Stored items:
<<<<
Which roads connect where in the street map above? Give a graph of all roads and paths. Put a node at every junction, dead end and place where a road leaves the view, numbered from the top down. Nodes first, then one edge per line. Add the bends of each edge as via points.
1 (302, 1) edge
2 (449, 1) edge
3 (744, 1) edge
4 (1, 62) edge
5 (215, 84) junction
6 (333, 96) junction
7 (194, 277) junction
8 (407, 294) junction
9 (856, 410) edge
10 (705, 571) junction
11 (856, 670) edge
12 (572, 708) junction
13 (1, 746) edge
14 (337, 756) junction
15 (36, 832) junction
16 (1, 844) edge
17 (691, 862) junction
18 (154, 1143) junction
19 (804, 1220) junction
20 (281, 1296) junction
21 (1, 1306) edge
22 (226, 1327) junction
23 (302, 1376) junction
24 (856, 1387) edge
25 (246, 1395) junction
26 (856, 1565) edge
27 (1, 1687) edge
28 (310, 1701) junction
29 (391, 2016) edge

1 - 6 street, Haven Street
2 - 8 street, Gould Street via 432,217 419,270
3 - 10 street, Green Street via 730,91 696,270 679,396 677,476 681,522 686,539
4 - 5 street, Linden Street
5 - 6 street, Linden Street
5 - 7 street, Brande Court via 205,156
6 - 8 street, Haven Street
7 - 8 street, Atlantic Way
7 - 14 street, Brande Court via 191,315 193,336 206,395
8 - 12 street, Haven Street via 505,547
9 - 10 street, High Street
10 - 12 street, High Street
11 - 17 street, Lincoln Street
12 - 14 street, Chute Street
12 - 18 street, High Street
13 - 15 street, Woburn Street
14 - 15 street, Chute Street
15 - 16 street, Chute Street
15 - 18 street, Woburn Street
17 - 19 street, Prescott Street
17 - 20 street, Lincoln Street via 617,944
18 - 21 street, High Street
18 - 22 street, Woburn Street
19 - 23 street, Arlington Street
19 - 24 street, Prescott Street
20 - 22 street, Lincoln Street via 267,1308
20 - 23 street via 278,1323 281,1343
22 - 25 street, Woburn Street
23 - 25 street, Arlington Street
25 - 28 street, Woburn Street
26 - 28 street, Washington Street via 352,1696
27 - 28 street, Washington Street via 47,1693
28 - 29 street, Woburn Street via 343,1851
>>>>
• **The task**:
Please repeat all the records above exactly as they appear.

• **Answer to the exercise**:
Which roads connect where in the street map above? Give a graph of all roads and paths. Put a node at every junction, dead end and place where a road leaves the view, numbered from the top down. Nodes first, then one edge per line. Add the bends of each edge as via points.
1 (302, 1) edge
2 (449, 1) edge
3 (744, 1) edge
4 (1, 62) edge
5 (215, 84) junction
6 (333, 96) junction
7 (194, 277) junction
8 (407, 294) junction
9 (856, 410) edge
10 (705, 571) junction
11 (856, 670) edge
12 (572, 708) junction
13 (1, 746) edge
14 (337, 756) junction
15 (36, 832) junction
16 (1, 844) edge
17 (691, 862) junction
18 (154, 1143) junction
19 (804, 1220) junction
20 (281, 1296) junction
21 (1, 1306) edge
22 (226, 1327) junction
23 (302, 1376) junction
24 (856, 1387) edge
25 (246, 1395) junction
26 (856, 1565) edge
27 (1, 1687) edge
28 (310, 1701) junction
29 (391, 2016) edge

1 - 6 street, Haven Street
2 - 8 street, Gould Street via 432,217 419,270
3 - 10 street, Green Street via 730,91 696,270 679,396 677,476 681,522 686,539
4 - 5 street, Linden Street
5 - 6 street, Linden Street
5 - 7 street, Brande Court via 205,156
6 - 8 street, Haven Street
7 - 8 street, Atlantic Way
7 - 14 street, Brande Court via 191,315 193,336 206,395
8 - 12 street, Haven Street via 505,547
9 - 10 street, High Street
10 - 12 street, High Street
11 - 17 street, Lincoln Street
12 - 14 street, Chute Street
12 - 18 street, High Street
13 - 15 street, Woburn Street
14 - 15 street, Chute Street
15 - 16 street, Chute Street
15 - 18 street, Woburn Street
17 - 19 street, Prescott Street
17 - 20 street, Lincoln Street via 617,944
18 - 21 street, High Street
18 - 22 street, Woburn Street
19 - 23 street, Arlington Street
19 - 24 street, Prescott Street
20 - 22 street, Lincoln Street via 267,1308
20 - 23 street via 278,1323 281,1343
22 - 25 street, Woburn Street
23 - 25 street, Arlington Street
25 - 28 street, Woburn Street
26 - 28 street, Washington Street via 352,1696
27 - 28 street, Washington Street via 47,1693
28 - 29 street, Woburn Street via 343,1851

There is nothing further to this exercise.